Verbatim copy, images removed: write out the entries below.

RAW DATA:
******

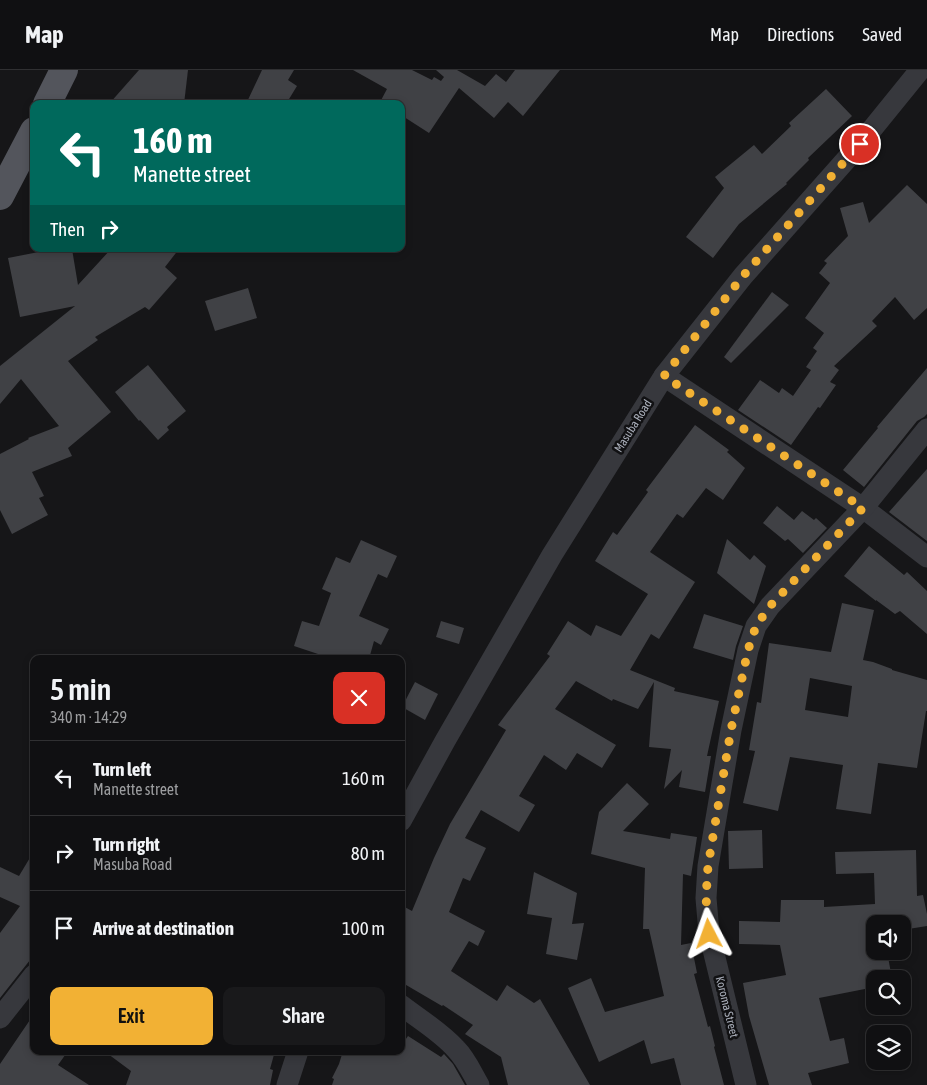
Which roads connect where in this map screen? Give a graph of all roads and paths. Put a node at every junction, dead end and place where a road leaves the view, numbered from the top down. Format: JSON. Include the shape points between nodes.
{"nodes":[{"id":1,"x":64,"y":70,"type":"edge"},
{"id":2,"x":920,"y":70,"type":"edge"},
{"id":3,"x":49,"y":100,"type":"edge"},
{"id":4,"x":30,"y":138,"type":"edge"},
{"id":5,"x":4,"y":181,"type":"edge"},
{"id":6,"x":664,"y":376,"type":"junction"},
{"id":7,"x":927,"y":428,"type":"edge"},
{"id":8,"x":863,"y":508,"type":"junction"},
{"id":9,"x":927,"y":557,"type":"edge"},
{"id":10,"x":405,"y":814,"type":"edge"},
{"id":11,"x":30,"y":980,"type":"edge"},
{"id":12,"x":405,"y":1008,"type":"edge"},
{"id":13,"x":0,"y":1018,"type":"edge"},
{"id":14,"x":297,"y":1055,"type":"edge"},
{"id":15,"x":287,"y":1085,"type":"edge"},
{"id":16,"x":479,"y":1085,"type":"edge"},
{"id":17,"x":746,"y":1085,"type":"edge"}],
"edges":[{"from":1,"to":3,"type":"main road"},
{"from":2,"to":6,"type":"street","name":"Masuba Road","via":[[860,144],[743,276]]},
{"from":4,"to":5,"type":"main road"},
{"from":6,"to":8,"type":"street"},
{"from":6,"to":10,"type":"street","name":"Masuba Road","via":[[552,556]]},
{"from":7,"to":8,"type":"street","name":"Koroma Street"},
{"from":8,"to":9,"type":"street"},
{"from":8,"to":17,"type":"street","name":"Koroma Street","via":[[770,606],[756,626],[731,730],[708,866],[706,898],[709,934]]},
{"from":11,"to":13,"type":"street"},
{"from":12,"to":16,"type":"street","via":[[457,1049]]},
{"from":14,"to":15,"type":"street"}]}
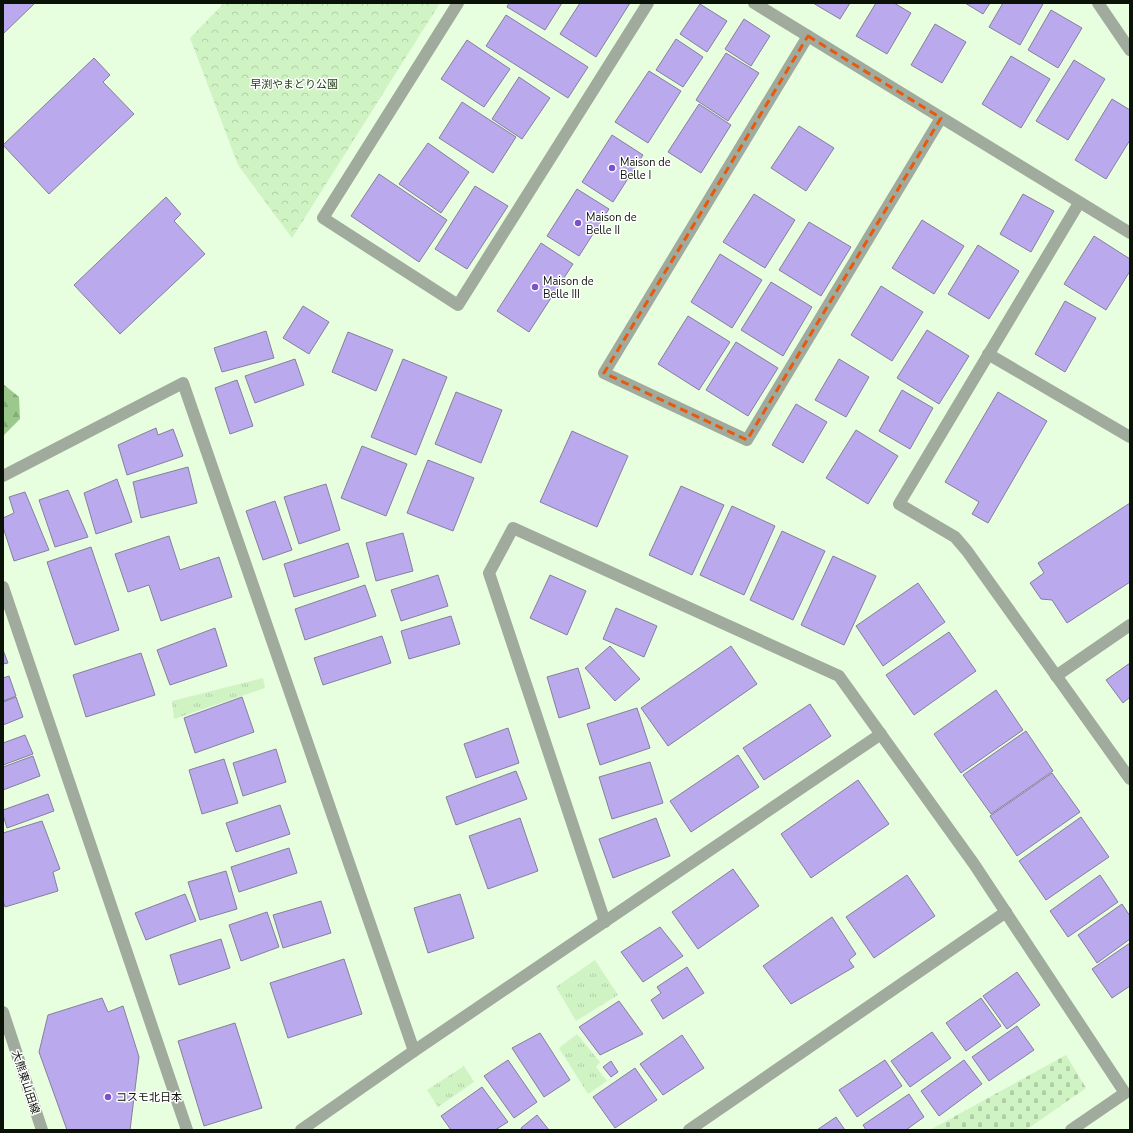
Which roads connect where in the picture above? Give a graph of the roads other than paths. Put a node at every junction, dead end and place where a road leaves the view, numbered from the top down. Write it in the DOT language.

******

RESPONSE TO THIS TASK:
Which roads connect where in this map screen? Give a graph of all roads and paths. Put a node at every junction, dead end and place where a road leaves the view, numbered from the top down. Format: JSON. Include the shape points between nodes.
{"nodes":[{"id":1,"x":64,"y":70,"type":"edge"},
{"id":2,"x":920,"y":70,"type":"edge"},
{"id":3,"x":49,"y":100,"type":"edge"},
{"id":4,"x":30,"y":138,"type":"edge"},
{"id":5,"x":4,"y":181,"type":"edge"},
{"id":6,"x":664,"y":376,"type":"junction"},
{"id":7,"x":927,"y":428,"type":"edge"},
{"id":8,"x":863,"y":508,"type":"junction"},
{"id":9,"x":927,"y":557,"type":"edge"},
{"id":10,"x":405,"y":814,"type":"edge"},
{"id":11,"x":30,"y":980,"type":"edge"},
{"id":12,"x":405,"y":1008,"type":"edge"},
{"id":13,"x":0,"y":1018,"type":"edge"},
{"id":14,"x":297,"y":1055,"type":"edge"},
{"id":15,"x":287,"y":1085,"type":"edge"},
{"id":16,"x":479,"y":1085,"type":"edge"},
{"id":17,"x":746,"y":1085,"type":"edge"}],
"edges":[{"from":1,"to":3,"type":"main road"},
{"from":2,"to":6,"type":"street","name":"Masuba Road","via":[[860,144],[743,276]]},
{"from":4,"to":5,"type":"main road"},
{"from":6,"to":8,"type":"street"},
{"from":6,"to":10,"type":"street","name":"Masuba Road","via":[[552,556]]},
{"from":7,"to":8,"type":"street","name":"Koroma Street"},
{"from":8,"to":9,"type":"street"},
{"from":8,"to":17,"type":"street","name":"Koroma Street","via":[[770,606],[756,626],[731,730],[708,866],[706,898],[709,934]]},
{"from":11,"to":13,"type":"street"},
{"from":12,"to":16,"type":"street","via":[[457,1049]]},
{"from":14,"to":15,"type":"street"}]}
Which roads connect where in the picture above? Give a graph of the roads other than paths. Put a node at every junction, dead end and place where a road leaves the view, numbered from the top down. Write it in the DOT language.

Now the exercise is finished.